Miskatonic University Press

Digital Engagement Librarian position at York University Libraries

code4lib libraries york

A new permanent position is open at York University Libraries: Digital Engagement Librarian. Applications close on 31 March. I’m not on the search committee.

This person will be working at the library in the new Markham campus, which doesn’t exist yet. The plan is that people will start moving there in spring of next year (by which time it will exist). This librarian will be working at the Scott library (with the Media Creation Lab, I expect) until then, planning and preparing, meeting people, and so on.

Spring and summer 2024 will be at Markham getting people in place, the rooms set up, the gaming lab, the big wall of monitors, and so on. The library takes up one floor of the one-building campus. Getting the library integrated into the new courses there will be important: a lot of work on curricular integration has been done, and it needs to continue. Classes at Markham start in September 2024.

York University Libraries (YUL) seeks a collaborative and innovative individual with strong leadership capacity for the position of Digital Engagement Librarian located at the Markham Centre Campus Library. This is a continuing appointment position with a focus on advancing and disseminating digitally-mediated scholarly research at York University with a multi-disciplinary, inclusive, and community-engaged focus.

The successful candidate will join a diverse team of specialists collaborating in the areas of scholarly communication and publishing, digital scholarship, digital preservation, data visualization, open educational resources, virtual reality and media creation. YUL at Markham will expand to include gaming, makerspaces, and media creation facilities.

If you apply and are asked for an interview, I’ll be glad to answer any questions I can. My Interviewing at York University Libraries advice is still pretty good, but I’ll update it after the search committee I’m on right now has done its work.

Mark di Suvero's Sticky Wicket
Mark di Suvero's Sticky Wicket

My main advice for anyone applying is to address in your cover letter and CV each of the qualifications as they are categorized. Demonstrated means demonstrated, experience means experience, and knowledge means knowledge. The search committee will have a ranking sheet that lists all the qualifications and whether the applicant meets them, exceeds them, or is excellent. (Or doesn’t meet them, in which case the person is not considered.) Anyone applying wants the committee to check at least “meets requirements” for everything on the list.

Some of these qualifications are detailed and advanced:

  • Demonstrated: Application of digital research methodologies, tools, and approaches with experience using any of the following infrastructure environments: makerspace, media creation space, extended reality, and/or gaming/visualization wall.
  • Experience: Advancing curricular integration for digital and information literacy initiatives.
  • Knowledge: Aspects of media production workflows.

If you can mostly meet most of a qualification, consider applying, and show how what you have done and do know applies.

Take the requirement that people demonstrate they have applied “digital research methodologies, tools, and approaches” in a makerspace, media creation space, extended reality, or gaming or visualization wall. That sounds like a lot. But “digital research methodologies, tools, and approaches” is extremely broad, which means there are many ways for an applicant to meet the qualification (look at the table of contents for Catherine Dawson’s A-Z of Digital Research Methods, for example).

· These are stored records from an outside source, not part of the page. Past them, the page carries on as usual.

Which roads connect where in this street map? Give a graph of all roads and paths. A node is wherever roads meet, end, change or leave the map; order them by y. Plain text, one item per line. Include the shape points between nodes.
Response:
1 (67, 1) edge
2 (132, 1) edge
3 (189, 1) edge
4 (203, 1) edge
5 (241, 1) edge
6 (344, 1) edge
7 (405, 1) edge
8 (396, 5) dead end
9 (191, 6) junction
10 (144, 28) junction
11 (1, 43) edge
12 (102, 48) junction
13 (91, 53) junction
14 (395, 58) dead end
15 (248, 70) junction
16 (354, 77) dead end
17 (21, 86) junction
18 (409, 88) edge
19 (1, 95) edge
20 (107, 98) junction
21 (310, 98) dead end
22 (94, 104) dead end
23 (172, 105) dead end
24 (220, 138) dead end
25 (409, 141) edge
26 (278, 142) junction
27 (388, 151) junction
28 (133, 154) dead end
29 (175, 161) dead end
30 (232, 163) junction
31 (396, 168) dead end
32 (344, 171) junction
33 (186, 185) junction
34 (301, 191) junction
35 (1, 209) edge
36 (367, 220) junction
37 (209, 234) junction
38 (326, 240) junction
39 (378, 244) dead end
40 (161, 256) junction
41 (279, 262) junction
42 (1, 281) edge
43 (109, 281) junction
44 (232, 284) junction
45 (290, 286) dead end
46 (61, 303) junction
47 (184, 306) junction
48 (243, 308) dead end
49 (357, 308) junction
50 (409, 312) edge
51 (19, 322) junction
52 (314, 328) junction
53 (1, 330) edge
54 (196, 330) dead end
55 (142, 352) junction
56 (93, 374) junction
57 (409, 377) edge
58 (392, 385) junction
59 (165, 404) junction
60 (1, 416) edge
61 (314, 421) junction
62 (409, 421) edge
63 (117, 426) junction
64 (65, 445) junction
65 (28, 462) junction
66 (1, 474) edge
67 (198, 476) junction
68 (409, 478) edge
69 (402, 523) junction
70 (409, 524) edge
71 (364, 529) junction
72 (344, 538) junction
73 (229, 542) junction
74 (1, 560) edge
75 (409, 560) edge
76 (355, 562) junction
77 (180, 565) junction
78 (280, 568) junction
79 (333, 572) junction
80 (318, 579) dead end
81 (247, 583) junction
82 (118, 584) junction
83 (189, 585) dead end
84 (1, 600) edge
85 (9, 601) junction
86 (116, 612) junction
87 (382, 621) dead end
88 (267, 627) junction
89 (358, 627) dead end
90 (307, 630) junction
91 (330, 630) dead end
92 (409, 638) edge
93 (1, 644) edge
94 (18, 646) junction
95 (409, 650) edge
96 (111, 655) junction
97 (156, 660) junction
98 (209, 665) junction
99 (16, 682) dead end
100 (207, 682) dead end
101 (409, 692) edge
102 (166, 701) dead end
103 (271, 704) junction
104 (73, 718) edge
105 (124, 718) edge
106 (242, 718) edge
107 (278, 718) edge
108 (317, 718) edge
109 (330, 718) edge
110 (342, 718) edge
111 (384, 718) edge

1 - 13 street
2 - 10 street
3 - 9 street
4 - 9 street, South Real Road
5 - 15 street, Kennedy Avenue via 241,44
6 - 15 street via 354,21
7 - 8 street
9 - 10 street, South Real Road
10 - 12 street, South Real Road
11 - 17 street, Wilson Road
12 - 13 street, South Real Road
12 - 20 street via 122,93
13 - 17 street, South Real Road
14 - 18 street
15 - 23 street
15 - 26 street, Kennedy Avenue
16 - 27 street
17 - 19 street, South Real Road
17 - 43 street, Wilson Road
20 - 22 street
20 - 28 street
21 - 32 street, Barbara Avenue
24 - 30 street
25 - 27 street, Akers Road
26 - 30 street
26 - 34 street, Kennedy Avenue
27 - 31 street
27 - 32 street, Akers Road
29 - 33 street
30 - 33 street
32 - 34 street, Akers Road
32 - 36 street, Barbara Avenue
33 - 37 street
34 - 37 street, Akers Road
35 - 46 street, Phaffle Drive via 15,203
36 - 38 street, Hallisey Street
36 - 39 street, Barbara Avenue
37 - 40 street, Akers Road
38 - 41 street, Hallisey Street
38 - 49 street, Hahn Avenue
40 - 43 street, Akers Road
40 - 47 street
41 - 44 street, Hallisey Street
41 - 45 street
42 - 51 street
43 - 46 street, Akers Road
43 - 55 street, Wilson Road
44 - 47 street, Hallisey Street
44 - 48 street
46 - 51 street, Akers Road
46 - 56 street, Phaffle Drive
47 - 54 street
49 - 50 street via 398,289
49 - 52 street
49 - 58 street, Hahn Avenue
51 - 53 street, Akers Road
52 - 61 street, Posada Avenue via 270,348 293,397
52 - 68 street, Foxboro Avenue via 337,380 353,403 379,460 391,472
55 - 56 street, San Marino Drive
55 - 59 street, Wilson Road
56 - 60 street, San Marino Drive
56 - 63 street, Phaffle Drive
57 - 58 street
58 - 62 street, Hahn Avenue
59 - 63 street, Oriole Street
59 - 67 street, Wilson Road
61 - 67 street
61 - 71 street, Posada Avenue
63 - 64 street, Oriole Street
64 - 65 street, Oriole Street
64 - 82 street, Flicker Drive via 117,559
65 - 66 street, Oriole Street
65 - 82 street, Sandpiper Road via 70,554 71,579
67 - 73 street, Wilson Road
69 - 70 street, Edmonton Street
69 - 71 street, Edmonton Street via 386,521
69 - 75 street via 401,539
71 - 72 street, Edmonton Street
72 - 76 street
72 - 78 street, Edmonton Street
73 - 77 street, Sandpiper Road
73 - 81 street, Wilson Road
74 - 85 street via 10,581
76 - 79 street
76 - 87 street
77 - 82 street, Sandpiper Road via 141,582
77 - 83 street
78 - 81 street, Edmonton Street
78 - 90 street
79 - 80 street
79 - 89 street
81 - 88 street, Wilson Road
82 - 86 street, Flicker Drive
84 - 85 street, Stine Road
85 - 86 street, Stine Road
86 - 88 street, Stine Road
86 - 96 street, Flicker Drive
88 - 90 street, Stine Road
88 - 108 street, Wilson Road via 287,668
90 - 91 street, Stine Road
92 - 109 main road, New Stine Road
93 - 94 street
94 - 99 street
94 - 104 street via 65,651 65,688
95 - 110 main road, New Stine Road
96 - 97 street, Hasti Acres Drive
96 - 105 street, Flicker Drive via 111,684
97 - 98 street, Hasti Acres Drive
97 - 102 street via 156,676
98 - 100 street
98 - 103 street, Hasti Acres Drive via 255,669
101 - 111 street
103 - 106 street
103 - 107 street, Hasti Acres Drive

And an applicant doesn’t need to have worked in all those environments, and their experience could come from personal projects, student work, theatrical or music performances, a variety of different workplaces, or whatever. Certainly anyone who’s managed a media lab in a library will stand out to the committee, but just because you don’t have direct experience in every point in a qualification, don’t let that stop you from piecing together what you have done to address the item. I think someone who got curious about 3D printers and began to make things at their local public library, and documented and critiqued it on their web site, would stand out to the committee; that doesn’t sound as big and formal, but it meets the basic requirements, and shows curiosity and initiative.

And for experience “advancing curricular integration for digital and information literacy initiatives,” if someone’s overseen the creation of a for-credit digital literacy program at another university, that will very much stand out too. But if you had an idea to start doing workshops on such and such, and made a plan, and got people to buy in to the idea, and did the workshops, and they went well, and the next year a professor made the workshop part of their syllabus, and that went well, then you meet the requirement. Sell that point and be ready to talk about it.

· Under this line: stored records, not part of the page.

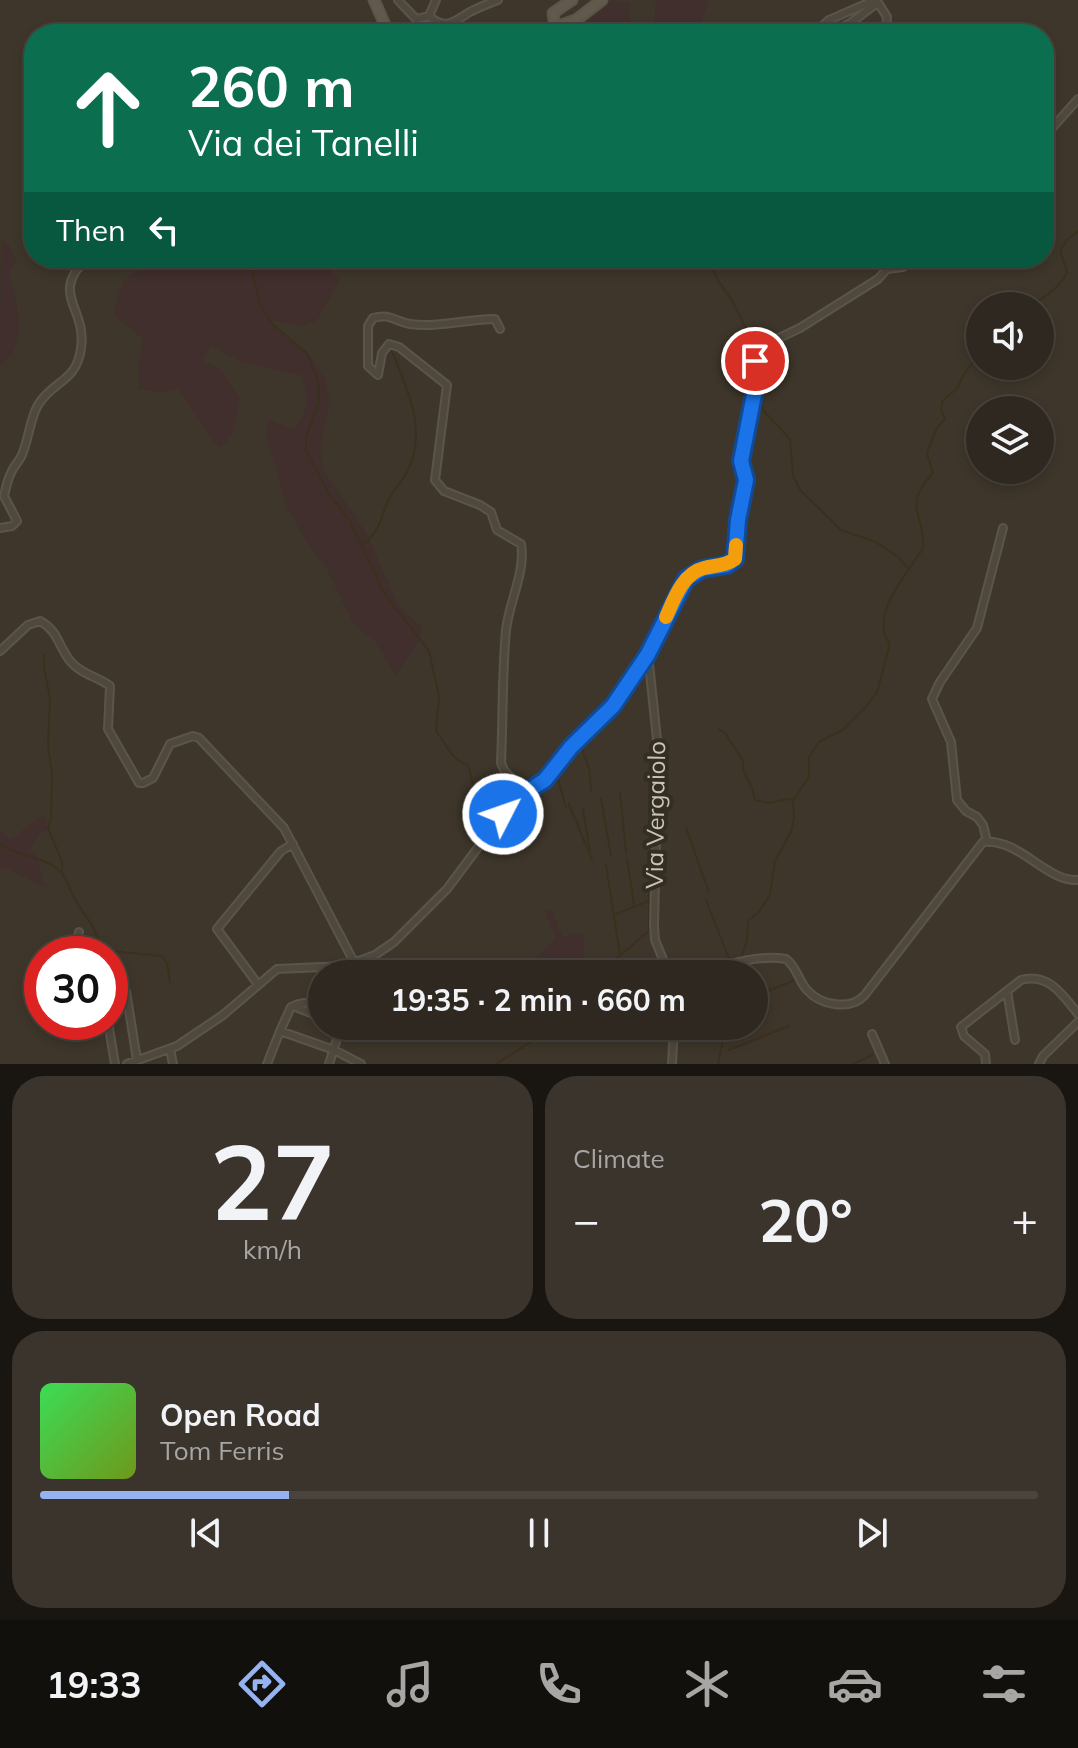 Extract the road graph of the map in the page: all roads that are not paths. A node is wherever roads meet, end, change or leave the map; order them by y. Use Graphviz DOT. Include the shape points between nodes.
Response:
graph roads {
  1 [pos="374,0"];
  2 [pos="398,0"];
  3 [pos="436,0"];
  4 [pos="498,0"];
  5 [pos="572,0"];
  6 [pos="602,0"];
  7 [pos="876,1"];
  8 [pos="429,16"];
  9 [pos="385,24"];
  10 [pos="443,24"];
  11 [pos="450,24"];
  12 [pos="554,24"];
  13 [pos="566,24"];
  14 [pos="825,24"];
  15 [pos="848,24"];
  16 [pos="887,24"];
  17 [pos="1078,99"];
  18 [pos="1054,126"];
  19 [pos="77,268"];
  20 [pos="895,268"];
  21 [pos="887,269"];
  22 [pos="500,329"];
  23 [pos="2,497"];
  24 [pos="0,528"];
  25 [pos="1003,528"];
  26 [pos="0,651"];
  27 [pos="648,654"];
  28 [pos="635,677"];
  29 [pos="652,681"];
  30 [pos="525,793"];
  31 [pos="987,841"];
  32 [pos="293,844"];
  33 [pos="1078,880"];
  34 [pos="79,932"];
  35 [pos="78,936"];
  36 [pos="353,960"];
  37 [pos="363,960"];
  38 [pos="663,960"];
  39 [pos="767,960"];
  40 [pos="308,967"];
  41 [pos="257,983"];
  42 [pos="1007,991"];
  43 [pos="128,1004"];
  44 [pos="293,1006"];
  45 [pos="1078,1014"];
  46 [pos="1078,1022"];
  47 [pos="280,1031"];
  48 [pos="872,1034"];
  49 [pos="111,1040"];
  50 [pos="337,1040"];
  51 [pos="673,1040"];
  52 [pos="1015,1040"];
  53 [pos="170,1049"];
  54 [pos="334,1050"];
  55 [pos="137,1060"];
  56 [pos="115,1064"];
  57 [pos="127,1064"];
  58 [pos="173,1064"];
  59 [pos="267,1064"];
  60 [pos="329,1064"];
  61 [pos="361,1064"];
  62 [pos="672,1064"];
  63 [pos="885,1064"];
  64 [pos="986,1064"];
  65 [pos="1039,1064"];
  1 -- 9 [label="street"];
  2 -- 8 [label="street" via="416,19"];
  3 -- 8 [label="street"];
  4 -- 11 [label="street"];
  5 -- 12 [label="street" via="553,13"];
  6 -- 13 [label="street"];
  7 -- 14 [label="street"];
  7 -- 15 [label="street"];
  7 -- 16 [label="street"];
  8 -- 10 [label="street"];
  17 -- 18 [label="street"];
  19 -- 23 [label="street" via="69,285 81,328 76,370 35,409 23,454"];
  20 -- 21 [label="street"];
  21 -- 27 [label="street" via="800,328 757,340 735,559 686,579"];
  22 -- 30 [label="street" via="495,319 418,325 385,315 373,318 368,326 368,366 378,375 389,344 447,385 435,480 444,491 491,512 497,530 521,544 506,632 501,763"];
  23 -- 24 [label="street" via="17,521"];
  25 -- 31 [label="street" via="977,628 932,699 951,742 957,800 977,817"];
  26 -- 32 [label="street" via="28,625 46,624 72,663 110,686 107,723 136,780 153,778 170,744 196,736"];
  27 -- 28 [label="street"];
  27 -- 29 [label="street, Via Vergaiolo"];
  28 -- 29 [label="street"];
  28 -- 30 [label="street" via="553,771"];
  29 -- 38 [label="street, Via Vergaiolo" via="658,749 654,925"];
  30 -- 37 [label="street" via="493,825 437,900 394,942"];
  31 -- 33 [label="street" via="1014,848 1065,879"];
  31 -- 39 [label="street" via="858,1002 826,1002 808,991 786,959"];
  32 -- 36 [label="street"];
  32 -- 41 [label="street" via="281,851 217,929"];
  34 -- 35 [label="street"];
  40 -- 41 [label="street" via="284,967"];
  41 -- 53 [label="street" via="223,1015"];
  42 -- 45 [label="street" via="1032,977 1053,984"];
  42 -- 52 [label="street"];
  42 -- 64 [label="street" via="961,1027 985,1054"];
  43 -- 55 [label="street"];
  44 -- 47 [label="street"];
  46 -- 65 [label="street"];
  47 -- 54 [label="street"];
  47 -- 59 [label="street"];
  48 -- 63 [label="street"];
  49 -- 56 [label="street"];
  50 -- 54 [label="street"];
  51 -- 62 [label="street"];
  53 -- 55 [label="street"];
  53 -- 58 [label="street"];
  54 -- 60 [label="street"];
  54 -- 61 [label="street"];
  55 -- 57 [label="street"];
}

I can’t promise anything, of course. But I can tell you from experience that YUL search committees do everything they can to make the searches broad and inclusive, and someone who meets the basic qualifications will receive attention.

This librarian will have a very busy time getting ready for the new campus and then opening up the library there, but will be working with some very helpful and knowledgeable colleagues. The current dean is retiring at the end of June; the interim dean for 2023–2024, Andrea Kosavic, has been deeply involved in the Markham preparations and will also be a solid support.

(Do fill in the self-identification form, even if it’s to say no to everything. Do also consider how you’ll get to Markham!)